Whenever he complained about the pay, I would tell him about my first job. I was fourteen and worked for a farmer all one summer digging holes in the ground. The farmer was so cruel and sadistic that he had probably once been a commandant in charge of a slave labor camp. But I was the only one who suspected his previous employment. Everyone else thought he was a fair and decent and good-hearted man. But they didn't dig holes for him.

“Vork! Vork!” the farmer would scream at me.

About once a week I would get mad and resign my position. Then the farmer would come and tell my mother what a fine worker I was and that he wanted me back to dig more holes. He told her that my work habits had improved greatly under his supervision, and now my pace was such that he could often detect movement with the naked eye. So Mom would make me go back to digging holes.

“Vork! Vork!” the farmer would scream.

By the end of summer, I hadn't earned quite enough money to buy my first deer rifle. The farmer gave me a bonus to make up the difference! I was astounded. Furthermore, I became the only person he would let hunt deer on his property, because I had been such a good and loyal worker and also because there were no deer there.

“So,” I said to the boy, “do you see the moral to this story?”

“No,” he said. “It's a boring story and I don't want to hear it ever again.”

“Vork! Vork!” I shouted at him.

Sometimes, when the fishing was good, I would go out in the canoe almost every morning. I would get up very early and rush down to the river still buttoning my shirt, but the boy would be there already, waiting. I suspected he slept in the canoe, just so I couldn't slip away without him. We would paddle off to fish the channels that flowed between the islands where the river merged with the lake. As we paddled along we would exchange our theories about the purpose of human life. My theory was that the purpose of life was to perfect ourselves through learning and discipline in order to fulfill our cosmic responsibilities as part of the self-consciousness of the universe. He thought the purpose of human life was for him to buy a car.

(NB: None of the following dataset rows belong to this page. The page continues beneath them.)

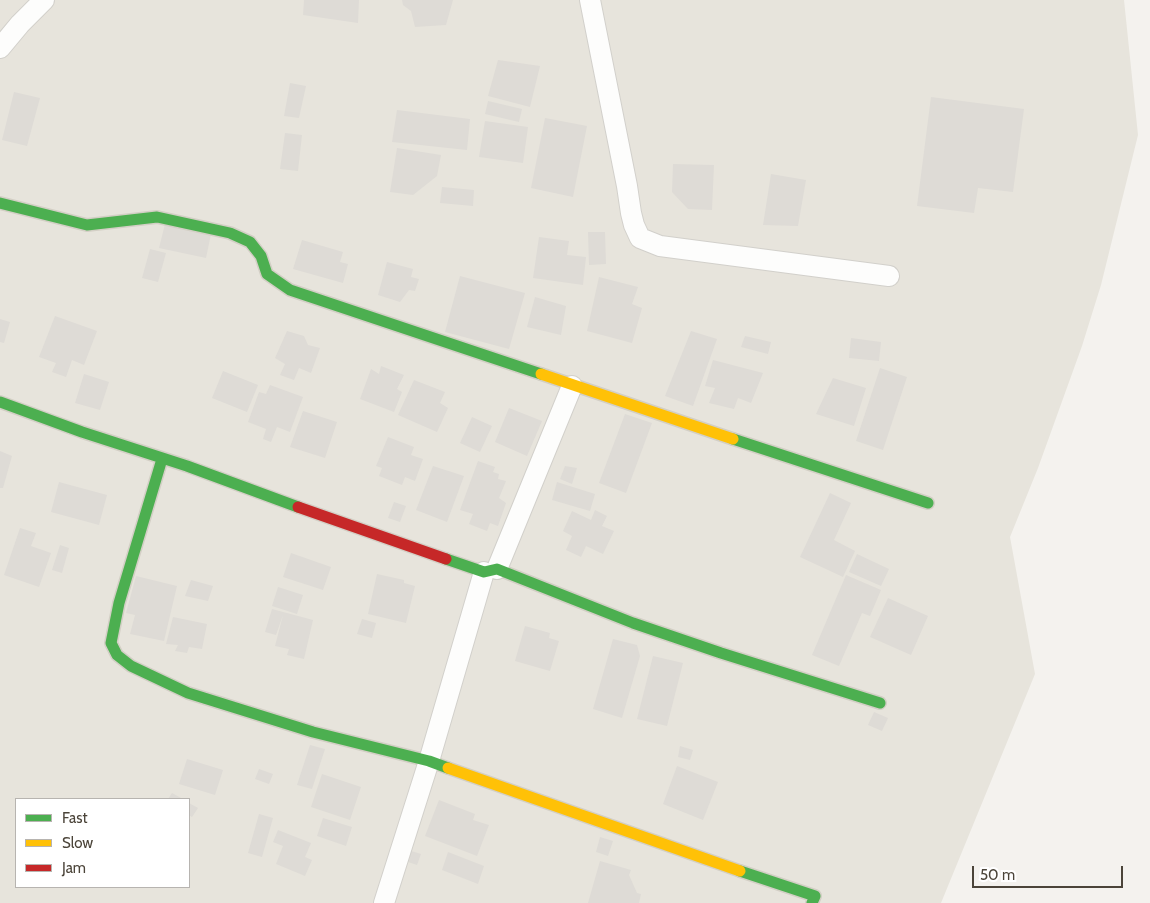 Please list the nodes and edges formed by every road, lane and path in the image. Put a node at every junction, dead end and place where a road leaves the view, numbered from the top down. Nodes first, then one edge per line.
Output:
1 (44, 0) edge
2 (590, 0) edge
3 (0, 48) edge
4 (0, 203) edge
5 (889, 276) dead end
6 (572, 386) junction
7 (0, 402) edge
8 (162, 459) junction
9 (928, 503) dead end
10 (491, 570) junction
11 (880, 703) dead end
12 (429, 761) junction
13 (384, 903) edge
14 (812, 903) edge

1 - 3 street
2 - 5 street
4 - 6 street
6 - 9 street
6 - 10 street
7 - 8 street
8 - 10 street
8 - 12 street
10 - 11 street
10 - 12 street
12 - 13 street
12 - 14 street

At the beginning of summer, the boy knew nothing about fishing, but by July he knew everything and had begun to advise me.

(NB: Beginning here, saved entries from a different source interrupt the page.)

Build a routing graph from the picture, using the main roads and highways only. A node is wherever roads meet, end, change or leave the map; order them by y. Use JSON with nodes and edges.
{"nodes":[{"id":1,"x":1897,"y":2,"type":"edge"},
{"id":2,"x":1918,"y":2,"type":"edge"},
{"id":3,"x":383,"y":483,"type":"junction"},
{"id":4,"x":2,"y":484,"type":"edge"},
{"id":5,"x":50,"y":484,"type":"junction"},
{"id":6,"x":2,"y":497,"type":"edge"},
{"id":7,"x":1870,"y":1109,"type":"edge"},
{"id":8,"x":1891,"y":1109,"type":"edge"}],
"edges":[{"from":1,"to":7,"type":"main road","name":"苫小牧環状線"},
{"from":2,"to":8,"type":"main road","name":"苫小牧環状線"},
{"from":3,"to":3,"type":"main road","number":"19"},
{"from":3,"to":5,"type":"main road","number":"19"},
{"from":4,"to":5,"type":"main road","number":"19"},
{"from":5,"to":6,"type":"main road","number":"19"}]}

“That fly you're tying on is too big,” he'd say. “Better go to a sixteen. And switch to a black gnat.”

“How do you know all this?” I said.

“It's easy,” he said. “I think like a fish.”

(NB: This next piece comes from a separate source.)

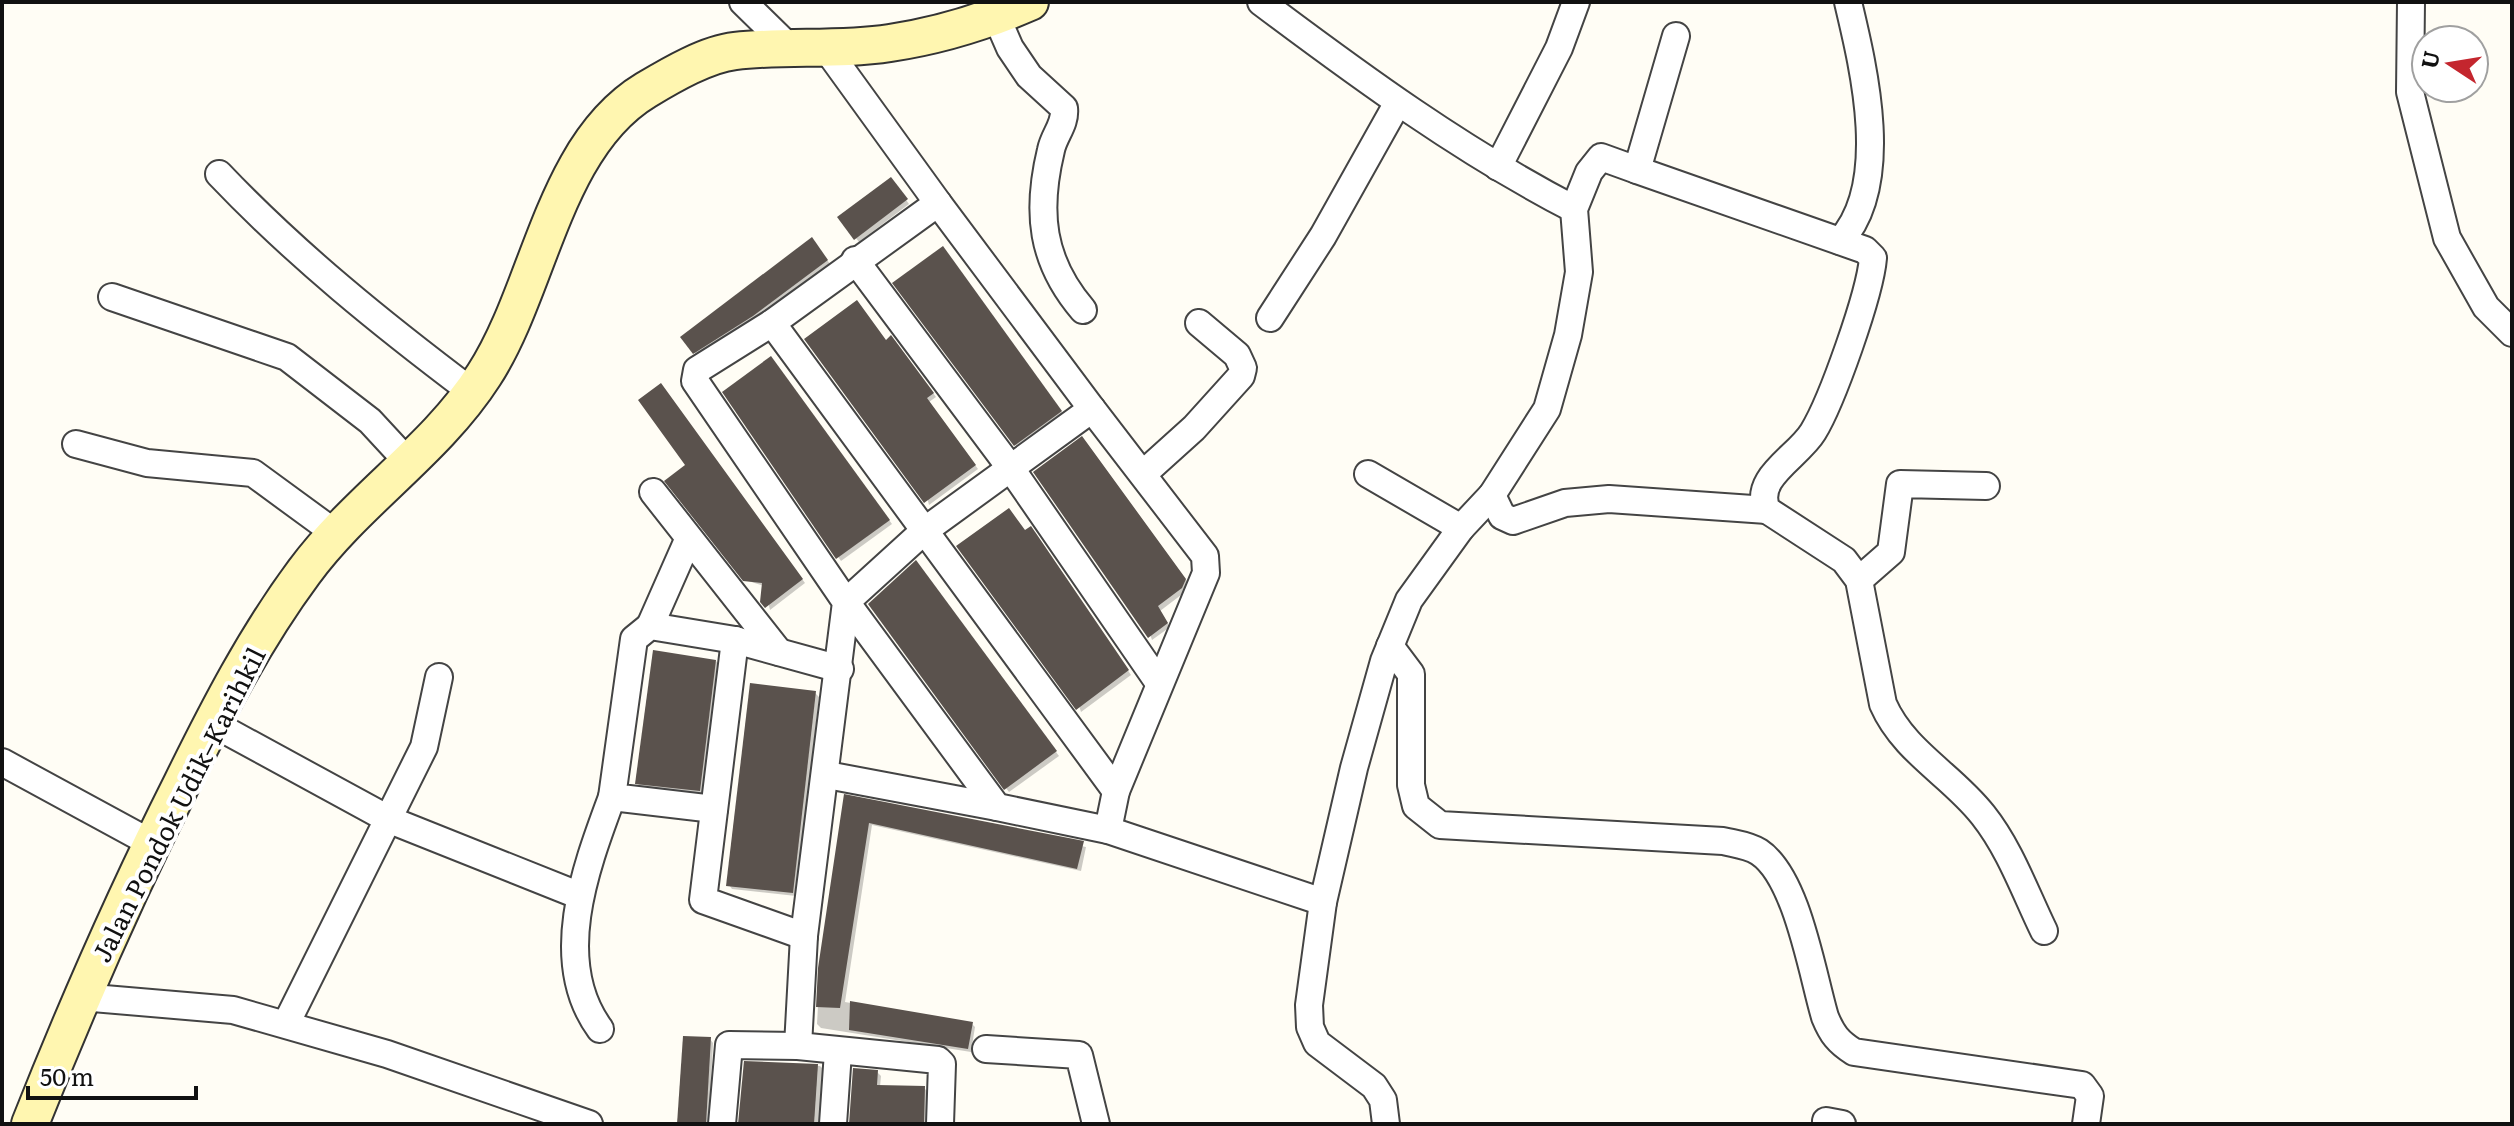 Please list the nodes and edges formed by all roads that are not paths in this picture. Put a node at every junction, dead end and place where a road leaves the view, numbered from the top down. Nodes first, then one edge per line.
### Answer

“I can't argue with that,” I said.

He enjoyed teasing me, because now he almost always caught more fish than I did. I would chuckle good-naturedly, swack the water just so with the paddle, and soak him to the skin.

The boy had a talent for getting on my nerves. I could remember how peaceful it had once been, when I was a solitary paddler, slipping quietly along the channels between the islands, doing everything just right, becoming one with nature and the mosquitoes and deerflies. But now the boy was always there, yakking, advising me on fishing technique, philosophizing about cars, complaining about the lunch I'd brought along and the pay he was getting for digging holes.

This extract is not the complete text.